++++ Input material

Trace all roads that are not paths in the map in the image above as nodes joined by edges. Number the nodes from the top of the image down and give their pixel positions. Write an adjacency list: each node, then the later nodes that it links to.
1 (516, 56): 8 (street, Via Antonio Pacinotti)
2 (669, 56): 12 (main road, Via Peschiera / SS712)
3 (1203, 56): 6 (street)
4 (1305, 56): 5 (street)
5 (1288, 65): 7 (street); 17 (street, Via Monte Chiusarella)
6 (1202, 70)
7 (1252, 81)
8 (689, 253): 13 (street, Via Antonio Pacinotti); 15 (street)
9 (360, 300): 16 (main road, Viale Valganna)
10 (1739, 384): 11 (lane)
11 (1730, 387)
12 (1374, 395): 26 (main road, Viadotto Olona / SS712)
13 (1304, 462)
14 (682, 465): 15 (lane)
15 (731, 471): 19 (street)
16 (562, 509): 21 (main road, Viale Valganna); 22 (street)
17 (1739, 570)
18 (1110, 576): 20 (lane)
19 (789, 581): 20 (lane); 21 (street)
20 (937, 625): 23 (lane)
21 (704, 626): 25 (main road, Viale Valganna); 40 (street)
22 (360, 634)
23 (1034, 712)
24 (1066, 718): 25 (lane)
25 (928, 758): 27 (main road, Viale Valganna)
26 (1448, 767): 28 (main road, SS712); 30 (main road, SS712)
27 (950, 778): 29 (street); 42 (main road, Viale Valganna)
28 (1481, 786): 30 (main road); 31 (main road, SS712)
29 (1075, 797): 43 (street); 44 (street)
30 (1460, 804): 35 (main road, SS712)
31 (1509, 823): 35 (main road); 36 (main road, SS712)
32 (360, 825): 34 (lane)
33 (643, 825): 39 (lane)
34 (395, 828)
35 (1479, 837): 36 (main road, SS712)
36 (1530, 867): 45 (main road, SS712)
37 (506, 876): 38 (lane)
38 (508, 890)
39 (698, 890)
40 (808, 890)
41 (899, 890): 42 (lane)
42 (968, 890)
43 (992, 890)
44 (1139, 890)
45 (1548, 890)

++++++++

• What you should do:
Return every line of the material in which the word "Pacinotti" is found.

• Answer to this task:
1 (516, 56): 8 (street, Via Antonio Pacinotti)
8 (689, 253): 13 (street, Via Antonio Pacinotti); 15 (street)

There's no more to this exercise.